Through a series of experiments using laboratory cell models that were either sensitive to newer androgen receptor inhibitors or their counterpart cell models with acquired resistance, the research team found that androgen receptor inhibition was accentuating a neuroendocrine prostate cancer lineage plasticity program in the resistant cells—an effect not achievable in the sensitive cells.
"Ultimately, we found that a critical difference that may allow the resistant cells to react differently and become more neuroendocrine is due to the way their DNA is organized and packaged," Alumkal said. "In the treatment-resistant cells, the chromatin is organized in a way that's more conducive to turning on that neuroendocrine program when the androgen receptor is blocked. It is as though the resistant cells have evolved to develop a rabbit hole through which they can change their identity and escape androgen receptor inhibition. We also found that high levels of a transcription factor called E2F1, which is involved in stemness and cell differentiation, is important for the resistant cells' ability to switch identities."
And it was this work to uncover the mechanisms giving rise to treatment-emergent neuroendocrine cancer that also pointed toward a potential solution: BET inhibitors.
Though E2F1 is not targetable directly, Alumkal's team determined that E2F1 cooperates with BET bromodomain proteins to turn on a neuroendocrine prostate cancer lineage plasticity program. Blocking BET bromodomain proteins in cell models stopped the activation of this program that drives the development of neuroendocrine prostate tumors, the research team found.

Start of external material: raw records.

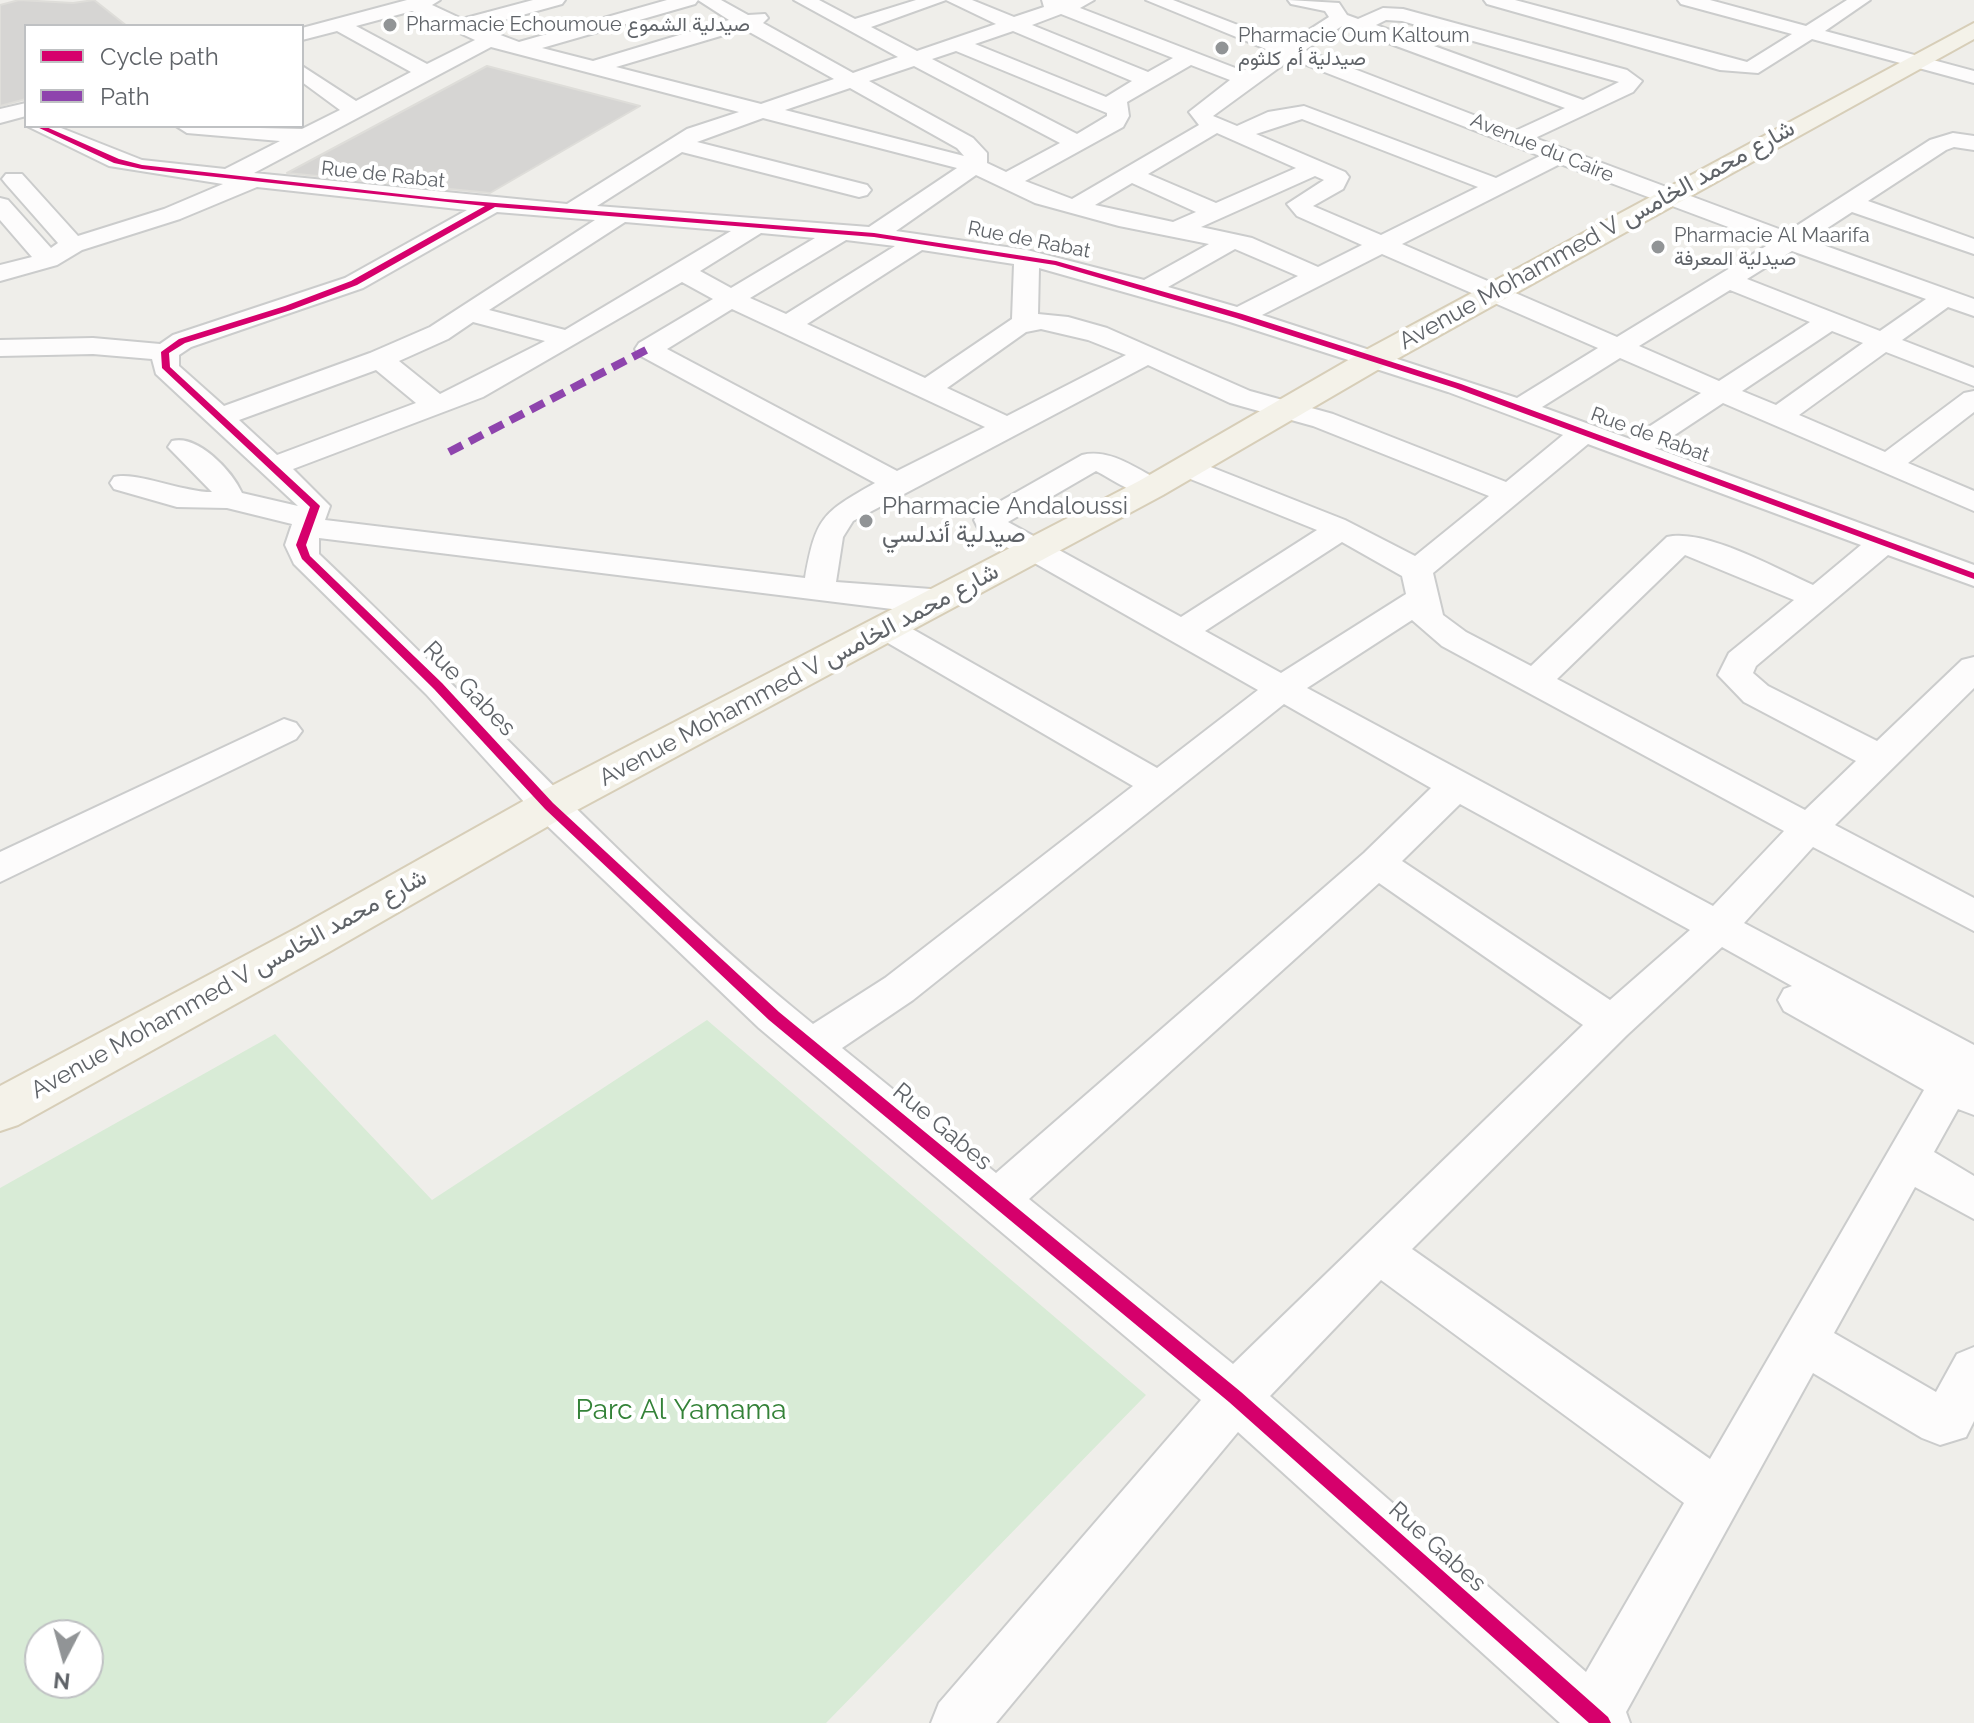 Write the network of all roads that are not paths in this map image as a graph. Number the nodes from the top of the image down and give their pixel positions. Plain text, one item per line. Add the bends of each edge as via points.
1 (362, 0) edge
2 (555, 0) edge
3 (688, 0) edge
4 (707, 0) edge
5 (936, 0) edge
6 (955, 0) edge
7 (1156, 0) edge
8 (1298, 0) edge
9 (1494, 0) edge
10 (1688, 0) edge
11 (1754, 0) edge
12 (1860, 0) edge
13 (810, 1) edge
14 (422, 2) edge
15 (1063, 2) edge
16 (1588, 6) dead end
17 (386, 12) junction
18 (1734, 12) junction
19 (1344, 13) edge
20 (1563, 19) junction
21 (746, 22) junction
22 (339, 24) junction
23 (1013, 25) junction
24 (459, 26) junction
25 (854, 26) junction
26 (1974, 30) edge
27 (1811, 32) junction
28 (304, 33) edge
29 (489, 40) junction
30 (956, 44) junction
31 (521, 48) junction
32 (1291, 49) junction
33 (1673, 49) junction
34 (1190, 57) junction
35 (916, 58) junction
36 (1916, 61) junction
37 (592, 68) junction
38 (426, 72) junction
39 (304, 75) edge
40 (1032, 75) junction
41 (1974, 77) edge
42 (855, 79) junction
43 (1245, 79) junction
44 (1148, 80) junction
45 (983, 93) junction
46 (1582, 107) junction
47 (24, 109) edge
48 (1116, 109) junction
49 (354, 110) junction
50 (763, 111) junction
51 (1, 115) edge
52 (24, 121) edge
53 (1217, 124) junction
54 (43, 128) edge
55 (210, 128) edge
56 (1239, 133) junction
57 (303, 136) junction
58 (1518, 138) junction
59 (1075, 142) junction
60 (1974, 143) edge
61 (677, 144) junction
62 (1560, 155) junction
63 (975, 166) junction
64 (1316, 167) junction
65 (1132, 175) junction
66 (226, 178) junction
67 (14, 179) dead end
68 (252, 181) junction
69 (1005, 182) junction
70 (1496, 186) junction
71 (859, 190) dead end
72 (1667, 197) junction
73 (1850, 203) junction
74 (0, 205) edge
75 (493, 205) junction
76 (1075, 207) junction
77 (572, 211) junction
78 (1217, 212) junction
79 (622, 214) junction
80 (1974, 222) edge
81 (758, 225) junction
82 (1175, 230) junction
83 (842, 232) junction
84 (874, 235) junction
85 (919, 241) junction
86 (1231, 241) junction
87 (1789, 242) junction
88 (1962, 243) edge
89 (73, 245) junction
90 (1383, 245) junction
91 (1027, 257) junction
92 (48, 260) junction
93 (683, 272) junction
94 (0, 273) edge
95 (1318, 276) junction
96 (1728, 280) junction
97 (1149, 288) junction
98 (1494, 292) junction
99 (1944, 298) junction
100 (731, 299) junction
101 (1974, 308) edge
102 (469, 313) junction
103 (1239, 316) junction
104 (1829, 321) junction
105 (1025, 322) junction
106 (787, 325) junction
107 (569, 339) junction
108 (1882, 342) junction
109 (1619, 347) junction
110 (0, 348) edge
111 (165, 352) junction
112 (1147, 355) junction
113 (1375, 358) junction
114 (380, 359) junction
115 (1974, 378) edge
116 (927, 390) junction
117 (1721, 392) junction
118 (1974, 399) edge
119 (437, 406) junction
120 (1521, 408) junction
121 (1289, 410) junction
122 (1778, 417) junction
123 (218, 418) junction
124 (1008, 427) junction
125 (1584, 432) junction
126 (182, 447) dead end
127 (1633, 450) junction
128 (1888, 464) junction
129 (272, 467) junction
130 (1188, 468) junction
131 (125, 483) dead end
132 (897, 483) junction
133 (1151, 488) junction
134 (1510, 494) junction
135 (230, 499) junction
136 (1974, 502) edge
137 (309, 517) junction
138 (1339, 530) junction
139 (1883, 543) junction
140 (1027, 556) junction
141 (1974, 576) edge
142 (821, 577) junction
143 (1420, 584) junction
144 (947, 598) junction
145 (1816, 598) junction
146 (888, 629) junction
147 (1184, 630) junction
148 (1974, 668) edge
149 (1534, 682) junction
150 (1274, 695) junction
151 (284, 731) dead end
152 (1880, 758) junction
153 (1160, 786) junction
154 (1447, 794) junction
155 (549, 806) junction
156 (1811, 826) junction
157 (1377, 863) junction
158 (0, 868) edge
159 (1974, 916) edge
160 (1708, 935) junction
161 (1612, 1023) junction
162 (811, 1047) junction
163 (1967, 1069) edge
164 (0, 1110) edge
165 (1907, 1159) junction
166 (1974, 1199) edge
167 (997, 1200) junction
168 (1378, 1251) junction
169 (1805, 1342) junction
170 (1974, 1370) edge
171 (1235, 1397) junction
172 (1718, 1496) junction
173 (1598, 1719) edge
174 (959, 1723) edge

1 - 17 street
2 - 24 street
3 - 31 street
4 - 21 street
5 - 25 street
6 - 23 street
7 - 32 street, Avenue du Caire
8 - 19 street
9 - 20 street
10 - 18 street
11 - 18 street
12 - 27 street
13 - 21 street
13 - 25 street
14 - 17 street
14 - 24 street
15 - 23 street
15 - 34 street
16 - 20 street
17 - 22 street
18 - 27 street
18 - 33 street
19 - 32 street
19 - 46 street
19 - 46 street via 1403,15 1632,81
20 - 33 street
21 - 37 street
21 - 42 street
22 - 28 street
22 - 38 street
23 - 30 street
23 - 44 street
24 - 29 street
25 - 35 street
26 - 36 main road, Avenue Mohammed V شارع محمد الخامس
27 - 33 street via 1751,69
27 - 36 street
29 - 31 street
29 - 38 street
30 - 35 street
30 - 40 street
31 - 37 street
32 - 43 street
32 - 58 street, Avenue du Caire
34 - 43 street
34 - 44 street
35 - 42 street
35 - 45 street
36 - 41 street
36 - 72 main road, Avenue Mohammed V شارع محمد الخامس
37 - 50 street
38 - 49 street
39 - 49 street
40 - 45 street
40 - 48 street
42 - 50 street
42 - 63 street via 965,143 976,153
43 - 53 street via 1200,112
44 - 48 street via 1116,99
45 - 59 street
46 - 58 street
47 - 51 street
48 - 59 street via 1115,122
49 - 57 street
50 - 61 street
50 - 63 street
51 - 52 street
53 - 56 street
53 - 65 street
54 - 66 street, Rue de Rabat via 117,161
55 - 57 street
56 - 64 street
56 - 70 street via 1304,112
57 - 66 street
58 - 62 street, Avenue du Caire
59 - 69 street
60 - 73 street via 1943,142
61 - 71 street
61 - 77 street
62 - 70 street
62 - 72 street, Avenue du Caire
63 - 69 street
63 - 84 street
64 - 78 street
64 - 90 street via 1337,181 1302,202 1301,208
65 - 76 street
65 - 78 street
66 - 68 street, Rue de Rabat
67 - 89 street
68 - 75 street, Rue de Rabat
68 - 89 street
69 - 76 street
70 - 90 street
72 - 87 street, Avenue du Caire
72 - 98 main road, Avenue Mohammed V شارع محمد الخامس
73 - 87 street
73 - 88 street
74 - 92 street
75 - 77 street, Rue de Rabat
75 - 111 street via 354,283 182,341
76 - 82 street
77 - 79 street, Rue de Rabat
78 - 82 street
79 - 81 street, Rue de Rabat
79 - 102 street
80 - 88 street
81 - 83 street, Rue de Rabat
81 - 93 street
82 - 86 street
83 - 84 street, Rue de Rabat
83 - 100 street
84 - 85 street, Rue de Rabat
85 - 91 street, Rue de Rabat
85 - 106 street
86 - 95 street
86 - 97 street
87 - 96 street
87 - 99 street, Avenue du Caire
89 - 92 street
90 - 95 street
90 - 98 street
91 - 97 street, Rue de Rabat
91 - 105 street
92 - 94 street
93 - 100 street
93 - 107 street
95 - 103 street
96 - 104 street
96 - 109 street
97 - 103 street, Rue de Rabat
98 - 109 street
98 - 113 main road, Avenue Mohammed V شارع محمد الخامس
99 - 101 street, Avenue du Caire
99 - 108 street
100 - 106 street
100 - 132 street via 648,349
102 - 107 street
102 - 114 street
103 - 113 street, Rue de Rabat
104 - 108 street
104 - 117 street
105 - 112 street via 1058,324
105 - 116 street
106 - 116 street
107 - 119 street
108 - 115 street
108 - 122 street
109 - 117 street
109 - 120 street
110 - 111 street via 93,346
111 - 123 street via 166,368
112 - 121 street via 1242,398
112 - 124 street
113 - 120 street, Rue de Rabat
113 - 121 main road, Avenue Mohammed V شارع محمد الخامس
114 - 119 street
114 - 123 street
116 - 124 street
117 - 122 street
117 - 127 street
118 - 128 street
119 - 129 street
120 - 125 street, Rue de Rabat
121 - 130 main road, Avenue Mohammed V شارع محمد الخامس
121 - 134 street
122 - 128 street
123 - 129 street
124 - 132 street
125 - 127 street, Rue de Rabat
125 - 134 street
126 - 135 street via 223,483
127 - 139 street, Rue de Rabat
128 - 136 street
129 - 137 street
130 - 133 main road, Avenue Mohammed V شارع محمد الخامس
130 - 138 street
131 - 135 street via 167,499
132 - 142 street via 841,515
133 - 140 main road, Avenue Mohammed V شارع محمد الخامس
133 - 140 street via 1092,461 989,520
134 - 143 street
135 - 137 street
137 - 142 street
137 - 155 street, Rue Gabes via 301,551 305,557 438,686
138 - 143 street
138 - 147 street
139 - 141 street, Rue de Rabat
139 - 145 street
140 - 144 main road, Avenue Mohammed V شارع محمد الخامس
140 - 147 street
140 - 150 street
142 - 144 street via 892,599
143 - 149 street via 1428,620
143 - 150 street
144 - 146 main road, Avenue Mohammed V شارع محمد الخامس
145 - 149 street via 1702,549 1678,544
145 - 152 street via 1741,661 1735,675 1756,694
146 - 153 street
146 - 155 main road, Avenue Mohammed V شارع محمد الخامس
147 - 150 street
148 - 152 street
149 - 156 street
150 - 153 street
150 - 154 street
151 - 158 street
152 - 156 street
153 - 162 street via 899,989
154 - 157 street
154 - 160 street
155 - 162 street, Rue Gabes
155 - 164 main road, Avenue Mohammed V شارع محمد الخامس
156 - 159 street
156 - 160 street
157 - 161 street
157 - 167 street
160 - 161 street
160 - 163 street
161 - 168 street
162 - 167 street, Rue Gabes
163 - 165 street
165 - 166 street
165 - 169 street
167 - 171 street, Rue Gabes
168 - 171 street
168 - 172 street
169 - 170 street via 1940,1421 1953,1413
169 - 172 street
171 - 173 street, Rue Gabes
171 - 174 street
172 - 173 street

"When we treated a variety of treatment-emergent neuroendocrine prostate cancer cell lines with BET inhibitors, we greatly reduced the viability of these tumors, including tumors derived from patients," Alumkal said.
The study builds on a previous clinical trial by Alumkal and colleagues, which found a BET bromodomain inhibitor compound developed by Zenith Epigenetics, ZEN-3694, looked most active in castration-resistant prostate tumors from patients who had the lowest androgen receptor activity. Additionally, patients in the trial whose tumors didn't respond well to androgen receptor inhibitors prior to study enrollment appeared to have the most durable control with ZEN-3694, suggesting the most aggressive tumors may be particularly susceptible to BET bromodomain inhibition.
"We went back and determined that several patients from that ZEN-3694 clinical trial had treatment-emergent neuroendocrine prostate cancer," Alumkal said. "When we looked at the subset of those patients who did the best, they had the highest expression of E2F1 and the BET bromodomain protein BRD4, and the lowest expression of the androgen receptor."
"When we examined the neuroendocrine prostate cancer lineage plasticity program we identified in our cellular models, we found these same genes were highly turned on in the tumors from patients with treatment-emergent neuroendocrine prostate cancer who responded best to treatment with ZEN-3694," he added.
Ultimately, Alumkal said, the research points toward BET bromodomain inhibitors as potentially most beneficial for patients whose prostate cancer is no longer as dependent on the androgen receptor, and those with subsets of treatment-emergent neuroendocrine prostate cancer, particularly tumors in which transcription factor E2F1 may be playing an important role.
Building on the findings in the current study, a larger, international, randomized clinical trial is being planned to evaluate the effectiveness of ZEN-3694 with a particular focus on men whose tumors responded poorly to androgen receptor inhibitors—tumors that may be less dependent on the androgen receptor.